* YOUR GOAL: Return exactly the span of lines in the following data that opens with the line containing "width:54px; height:54px; display:grid;" and closes with the line containing "position:absolute; left:1691px; top:18px;". Include nothing else.

(Records from a collection)
Start of Block
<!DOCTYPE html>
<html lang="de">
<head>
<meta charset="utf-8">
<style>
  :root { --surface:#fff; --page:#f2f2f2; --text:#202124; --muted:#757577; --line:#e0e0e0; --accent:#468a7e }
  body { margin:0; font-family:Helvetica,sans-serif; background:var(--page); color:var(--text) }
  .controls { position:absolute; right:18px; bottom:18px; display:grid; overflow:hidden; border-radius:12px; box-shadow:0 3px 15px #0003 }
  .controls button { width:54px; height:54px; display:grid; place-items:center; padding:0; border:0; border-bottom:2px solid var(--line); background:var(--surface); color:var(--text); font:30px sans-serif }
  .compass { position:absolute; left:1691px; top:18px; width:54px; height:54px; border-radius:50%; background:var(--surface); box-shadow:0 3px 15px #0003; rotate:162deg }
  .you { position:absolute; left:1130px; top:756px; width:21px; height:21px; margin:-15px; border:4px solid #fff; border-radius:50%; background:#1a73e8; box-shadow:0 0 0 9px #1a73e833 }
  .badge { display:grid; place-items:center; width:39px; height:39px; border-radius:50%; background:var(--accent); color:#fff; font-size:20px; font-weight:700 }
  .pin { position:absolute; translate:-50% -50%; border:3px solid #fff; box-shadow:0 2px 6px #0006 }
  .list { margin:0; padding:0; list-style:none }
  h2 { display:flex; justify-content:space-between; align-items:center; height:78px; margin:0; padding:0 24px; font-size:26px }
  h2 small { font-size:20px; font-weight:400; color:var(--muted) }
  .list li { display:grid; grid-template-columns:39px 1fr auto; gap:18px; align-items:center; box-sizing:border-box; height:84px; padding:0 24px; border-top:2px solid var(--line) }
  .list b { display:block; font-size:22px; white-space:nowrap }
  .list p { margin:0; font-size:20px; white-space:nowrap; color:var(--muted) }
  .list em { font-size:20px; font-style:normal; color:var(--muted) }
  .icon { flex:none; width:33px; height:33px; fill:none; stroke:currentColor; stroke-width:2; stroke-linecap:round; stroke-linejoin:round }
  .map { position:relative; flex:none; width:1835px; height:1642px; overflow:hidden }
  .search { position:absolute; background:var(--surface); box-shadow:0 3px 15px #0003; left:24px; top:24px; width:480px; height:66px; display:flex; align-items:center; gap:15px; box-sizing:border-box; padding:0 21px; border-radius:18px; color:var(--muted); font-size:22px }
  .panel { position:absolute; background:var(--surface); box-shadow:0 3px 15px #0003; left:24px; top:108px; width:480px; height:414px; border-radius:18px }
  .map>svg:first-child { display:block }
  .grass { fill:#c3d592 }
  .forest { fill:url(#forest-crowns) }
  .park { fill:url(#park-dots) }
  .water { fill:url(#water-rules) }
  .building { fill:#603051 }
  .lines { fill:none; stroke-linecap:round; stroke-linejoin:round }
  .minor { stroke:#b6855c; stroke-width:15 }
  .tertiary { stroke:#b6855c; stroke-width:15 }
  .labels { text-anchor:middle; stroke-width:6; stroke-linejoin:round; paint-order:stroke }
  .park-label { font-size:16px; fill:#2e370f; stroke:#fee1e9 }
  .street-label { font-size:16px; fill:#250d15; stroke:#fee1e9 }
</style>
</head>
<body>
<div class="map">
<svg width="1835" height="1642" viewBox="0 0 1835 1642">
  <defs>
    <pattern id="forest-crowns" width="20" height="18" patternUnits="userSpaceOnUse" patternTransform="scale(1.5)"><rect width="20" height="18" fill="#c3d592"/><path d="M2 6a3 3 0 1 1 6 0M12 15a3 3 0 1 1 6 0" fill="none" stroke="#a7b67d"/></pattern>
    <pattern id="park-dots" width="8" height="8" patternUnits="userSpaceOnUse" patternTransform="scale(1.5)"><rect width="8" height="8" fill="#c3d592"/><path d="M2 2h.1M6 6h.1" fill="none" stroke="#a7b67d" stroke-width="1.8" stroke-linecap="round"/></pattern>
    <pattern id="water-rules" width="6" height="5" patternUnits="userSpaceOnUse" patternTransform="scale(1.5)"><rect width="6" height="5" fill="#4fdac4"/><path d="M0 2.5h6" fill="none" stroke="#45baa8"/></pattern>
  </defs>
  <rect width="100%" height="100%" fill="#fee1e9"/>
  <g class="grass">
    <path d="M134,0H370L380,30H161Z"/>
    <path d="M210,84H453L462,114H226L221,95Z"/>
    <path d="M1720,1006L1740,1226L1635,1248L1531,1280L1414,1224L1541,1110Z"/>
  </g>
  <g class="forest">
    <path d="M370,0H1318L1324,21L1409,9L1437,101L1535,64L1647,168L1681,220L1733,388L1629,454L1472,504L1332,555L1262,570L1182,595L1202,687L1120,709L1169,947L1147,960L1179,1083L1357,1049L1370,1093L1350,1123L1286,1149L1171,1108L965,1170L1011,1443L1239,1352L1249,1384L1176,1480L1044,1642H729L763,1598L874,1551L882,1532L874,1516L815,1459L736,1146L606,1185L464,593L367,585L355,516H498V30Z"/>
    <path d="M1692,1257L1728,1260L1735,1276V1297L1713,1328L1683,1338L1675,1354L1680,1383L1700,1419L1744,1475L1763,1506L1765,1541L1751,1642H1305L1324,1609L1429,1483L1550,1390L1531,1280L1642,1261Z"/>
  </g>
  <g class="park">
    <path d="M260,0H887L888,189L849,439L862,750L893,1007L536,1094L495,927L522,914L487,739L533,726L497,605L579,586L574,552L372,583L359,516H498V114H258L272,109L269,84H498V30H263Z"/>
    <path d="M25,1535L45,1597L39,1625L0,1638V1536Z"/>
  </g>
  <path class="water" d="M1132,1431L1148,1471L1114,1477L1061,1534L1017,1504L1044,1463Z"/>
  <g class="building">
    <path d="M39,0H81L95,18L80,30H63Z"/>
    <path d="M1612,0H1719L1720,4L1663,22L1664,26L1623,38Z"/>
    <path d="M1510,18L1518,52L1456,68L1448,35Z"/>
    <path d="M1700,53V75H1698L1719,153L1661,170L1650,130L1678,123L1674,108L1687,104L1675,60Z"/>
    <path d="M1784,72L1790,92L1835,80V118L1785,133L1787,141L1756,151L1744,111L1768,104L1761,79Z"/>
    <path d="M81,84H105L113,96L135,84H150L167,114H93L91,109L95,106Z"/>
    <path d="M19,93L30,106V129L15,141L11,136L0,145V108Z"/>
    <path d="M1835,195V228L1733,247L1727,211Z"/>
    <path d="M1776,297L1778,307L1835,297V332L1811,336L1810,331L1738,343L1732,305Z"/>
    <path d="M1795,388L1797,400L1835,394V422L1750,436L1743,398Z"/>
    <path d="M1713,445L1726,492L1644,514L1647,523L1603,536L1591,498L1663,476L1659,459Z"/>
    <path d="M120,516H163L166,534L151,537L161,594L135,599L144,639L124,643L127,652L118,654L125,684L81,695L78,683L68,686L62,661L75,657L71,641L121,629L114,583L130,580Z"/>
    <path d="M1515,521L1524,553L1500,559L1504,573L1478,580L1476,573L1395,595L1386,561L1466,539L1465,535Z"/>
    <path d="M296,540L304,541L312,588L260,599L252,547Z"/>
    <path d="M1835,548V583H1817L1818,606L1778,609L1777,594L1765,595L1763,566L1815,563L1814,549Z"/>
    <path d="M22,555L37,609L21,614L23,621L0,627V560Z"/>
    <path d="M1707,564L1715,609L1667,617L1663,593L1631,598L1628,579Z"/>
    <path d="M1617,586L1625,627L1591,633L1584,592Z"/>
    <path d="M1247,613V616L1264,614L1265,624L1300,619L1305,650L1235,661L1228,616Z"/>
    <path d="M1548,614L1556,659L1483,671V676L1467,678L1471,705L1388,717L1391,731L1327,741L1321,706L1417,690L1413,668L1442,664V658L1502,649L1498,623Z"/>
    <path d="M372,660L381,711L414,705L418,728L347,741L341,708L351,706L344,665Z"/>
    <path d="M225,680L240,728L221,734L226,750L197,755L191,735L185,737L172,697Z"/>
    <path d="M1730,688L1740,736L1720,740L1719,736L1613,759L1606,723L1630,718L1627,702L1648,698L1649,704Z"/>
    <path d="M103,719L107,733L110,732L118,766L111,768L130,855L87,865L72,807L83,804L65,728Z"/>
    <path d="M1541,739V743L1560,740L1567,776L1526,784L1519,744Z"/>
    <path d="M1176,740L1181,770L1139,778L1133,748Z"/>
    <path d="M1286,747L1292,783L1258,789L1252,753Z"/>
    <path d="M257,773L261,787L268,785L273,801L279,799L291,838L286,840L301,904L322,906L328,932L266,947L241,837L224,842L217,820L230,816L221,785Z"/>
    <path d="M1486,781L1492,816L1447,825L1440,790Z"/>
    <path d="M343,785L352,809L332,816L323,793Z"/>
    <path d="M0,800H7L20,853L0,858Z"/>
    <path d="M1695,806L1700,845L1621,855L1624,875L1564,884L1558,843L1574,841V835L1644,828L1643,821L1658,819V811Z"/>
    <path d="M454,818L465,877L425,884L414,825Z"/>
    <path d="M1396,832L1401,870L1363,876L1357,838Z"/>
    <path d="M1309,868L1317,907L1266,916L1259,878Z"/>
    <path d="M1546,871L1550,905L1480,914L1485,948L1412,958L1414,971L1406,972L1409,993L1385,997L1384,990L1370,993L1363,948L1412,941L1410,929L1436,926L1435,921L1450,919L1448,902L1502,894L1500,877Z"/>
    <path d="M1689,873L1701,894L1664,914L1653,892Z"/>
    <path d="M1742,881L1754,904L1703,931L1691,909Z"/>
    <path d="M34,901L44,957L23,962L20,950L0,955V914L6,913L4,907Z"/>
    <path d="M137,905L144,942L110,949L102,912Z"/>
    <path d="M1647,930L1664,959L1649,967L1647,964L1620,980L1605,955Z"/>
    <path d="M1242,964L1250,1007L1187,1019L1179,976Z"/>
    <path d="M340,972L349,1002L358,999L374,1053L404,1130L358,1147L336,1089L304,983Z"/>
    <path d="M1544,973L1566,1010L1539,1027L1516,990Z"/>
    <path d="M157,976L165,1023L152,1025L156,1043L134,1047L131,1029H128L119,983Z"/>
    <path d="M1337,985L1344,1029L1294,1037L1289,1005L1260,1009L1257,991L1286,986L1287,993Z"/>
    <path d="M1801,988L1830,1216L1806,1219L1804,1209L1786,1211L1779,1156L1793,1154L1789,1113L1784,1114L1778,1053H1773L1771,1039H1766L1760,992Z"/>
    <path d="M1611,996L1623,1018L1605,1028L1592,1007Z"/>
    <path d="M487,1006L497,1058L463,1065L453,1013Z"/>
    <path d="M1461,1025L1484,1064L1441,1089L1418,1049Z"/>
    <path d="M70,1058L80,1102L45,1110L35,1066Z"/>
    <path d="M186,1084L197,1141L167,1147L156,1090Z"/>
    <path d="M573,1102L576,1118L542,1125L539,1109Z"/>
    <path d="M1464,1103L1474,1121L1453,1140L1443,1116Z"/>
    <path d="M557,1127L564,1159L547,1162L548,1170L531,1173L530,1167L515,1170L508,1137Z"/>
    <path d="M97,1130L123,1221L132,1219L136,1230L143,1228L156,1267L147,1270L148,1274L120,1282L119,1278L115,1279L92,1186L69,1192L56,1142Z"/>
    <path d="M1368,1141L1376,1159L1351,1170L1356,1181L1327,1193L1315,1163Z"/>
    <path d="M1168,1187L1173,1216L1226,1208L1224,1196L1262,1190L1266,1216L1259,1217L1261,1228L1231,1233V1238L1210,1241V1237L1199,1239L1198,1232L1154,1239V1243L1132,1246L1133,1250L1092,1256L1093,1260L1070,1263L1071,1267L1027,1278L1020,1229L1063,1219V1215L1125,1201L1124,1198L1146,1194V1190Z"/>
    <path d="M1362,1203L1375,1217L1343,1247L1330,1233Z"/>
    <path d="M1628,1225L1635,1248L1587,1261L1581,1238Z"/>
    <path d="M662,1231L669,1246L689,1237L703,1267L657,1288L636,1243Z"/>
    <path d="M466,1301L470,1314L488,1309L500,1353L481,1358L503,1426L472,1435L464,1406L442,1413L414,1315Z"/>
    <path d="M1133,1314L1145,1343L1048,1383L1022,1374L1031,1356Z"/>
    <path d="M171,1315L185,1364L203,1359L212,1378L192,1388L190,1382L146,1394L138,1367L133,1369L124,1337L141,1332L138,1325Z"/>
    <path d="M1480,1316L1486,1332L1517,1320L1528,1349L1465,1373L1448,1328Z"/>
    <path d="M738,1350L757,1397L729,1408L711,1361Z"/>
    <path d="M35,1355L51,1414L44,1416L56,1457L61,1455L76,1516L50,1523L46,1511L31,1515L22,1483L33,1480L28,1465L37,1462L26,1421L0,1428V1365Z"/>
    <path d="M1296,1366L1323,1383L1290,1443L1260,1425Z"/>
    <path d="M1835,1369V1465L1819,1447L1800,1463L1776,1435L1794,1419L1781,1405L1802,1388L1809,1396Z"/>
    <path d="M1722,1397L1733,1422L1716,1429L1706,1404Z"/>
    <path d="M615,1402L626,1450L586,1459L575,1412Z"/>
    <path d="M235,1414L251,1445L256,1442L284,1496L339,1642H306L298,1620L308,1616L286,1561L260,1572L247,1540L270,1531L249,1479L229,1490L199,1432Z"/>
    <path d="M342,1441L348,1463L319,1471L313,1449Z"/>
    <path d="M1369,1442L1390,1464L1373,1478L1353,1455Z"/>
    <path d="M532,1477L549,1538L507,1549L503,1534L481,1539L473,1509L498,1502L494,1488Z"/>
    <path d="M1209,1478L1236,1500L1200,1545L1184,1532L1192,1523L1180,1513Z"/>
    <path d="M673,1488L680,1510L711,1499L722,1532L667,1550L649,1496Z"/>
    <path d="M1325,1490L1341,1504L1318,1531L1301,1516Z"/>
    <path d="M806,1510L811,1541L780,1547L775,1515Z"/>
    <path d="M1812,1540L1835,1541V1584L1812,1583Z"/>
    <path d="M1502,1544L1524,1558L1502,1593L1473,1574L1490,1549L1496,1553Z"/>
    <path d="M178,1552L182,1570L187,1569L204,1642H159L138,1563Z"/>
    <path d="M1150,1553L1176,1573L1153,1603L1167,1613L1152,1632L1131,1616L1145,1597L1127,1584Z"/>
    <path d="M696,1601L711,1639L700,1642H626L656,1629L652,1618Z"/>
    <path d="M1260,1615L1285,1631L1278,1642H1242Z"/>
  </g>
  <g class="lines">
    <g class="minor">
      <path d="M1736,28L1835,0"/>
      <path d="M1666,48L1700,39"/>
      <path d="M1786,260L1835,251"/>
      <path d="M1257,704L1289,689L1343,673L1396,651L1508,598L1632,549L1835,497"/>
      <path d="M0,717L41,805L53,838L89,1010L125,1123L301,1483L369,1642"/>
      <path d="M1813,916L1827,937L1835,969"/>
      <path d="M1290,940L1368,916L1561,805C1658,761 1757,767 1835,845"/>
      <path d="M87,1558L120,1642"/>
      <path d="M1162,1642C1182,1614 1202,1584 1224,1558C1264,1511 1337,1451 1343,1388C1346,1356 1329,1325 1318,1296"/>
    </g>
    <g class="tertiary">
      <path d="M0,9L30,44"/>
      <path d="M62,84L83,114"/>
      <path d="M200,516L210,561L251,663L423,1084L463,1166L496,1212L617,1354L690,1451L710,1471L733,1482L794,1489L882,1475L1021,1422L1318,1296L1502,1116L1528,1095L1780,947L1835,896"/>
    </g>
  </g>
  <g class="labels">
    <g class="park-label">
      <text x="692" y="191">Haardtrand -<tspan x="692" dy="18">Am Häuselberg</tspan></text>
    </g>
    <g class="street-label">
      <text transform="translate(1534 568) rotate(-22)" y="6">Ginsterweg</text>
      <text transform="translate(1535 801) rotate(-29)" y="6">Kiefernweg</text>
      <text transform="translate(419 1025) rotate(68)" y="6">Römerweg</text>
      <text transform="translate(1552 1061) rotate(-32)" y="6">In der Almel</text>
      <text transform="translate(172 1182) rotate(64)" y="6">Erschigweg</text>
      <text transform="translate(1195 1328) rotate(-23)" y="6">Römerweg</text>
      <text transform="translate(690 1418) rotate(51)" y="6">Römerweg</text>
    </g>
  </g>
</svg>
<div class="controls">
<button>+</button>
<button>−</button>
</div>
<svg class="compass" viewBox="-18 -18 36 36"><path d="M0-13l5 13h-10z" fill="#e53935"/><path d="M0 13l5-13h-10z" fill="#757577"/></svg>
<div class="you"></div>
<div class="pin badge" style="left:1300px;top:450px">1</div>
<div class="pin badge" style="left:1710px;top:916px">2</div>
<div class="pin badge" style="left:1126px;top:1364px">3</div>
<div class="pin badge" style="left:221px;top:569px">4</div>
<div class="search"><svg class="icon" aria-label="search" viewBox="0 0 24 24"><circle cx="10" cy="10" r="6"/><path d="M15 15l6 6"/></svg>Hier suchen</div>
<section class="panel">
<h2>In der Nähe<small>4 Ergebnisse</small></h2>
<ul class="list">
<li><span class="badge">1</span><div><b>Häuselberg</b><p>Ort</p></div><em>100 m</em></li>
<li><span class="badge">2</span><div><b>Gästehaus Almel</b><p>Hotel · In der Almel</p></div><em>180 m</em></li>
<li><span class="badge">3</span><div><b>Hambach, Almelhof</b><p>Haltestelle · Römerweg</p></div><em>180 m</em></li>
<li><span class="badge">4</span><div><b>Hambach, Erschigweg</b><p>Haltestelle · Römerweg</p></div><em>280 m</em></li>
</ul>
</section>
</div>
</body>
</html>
End of Block
* ANSWER SECTION:
  .controls button { width:54px; height:54px; display:grid; place-items:center; padding:0; border:0; border-bottom:2px solid var(--line); background:var(--surface); color:var(--text); font:30px sans-serif }
  .compass { position:absolute; left:1691px; top:18px; width:54px; height:54px; border-radius:50%; background:var(--surface); box-shadow:0 3px 15px #0003; rotate:162deg }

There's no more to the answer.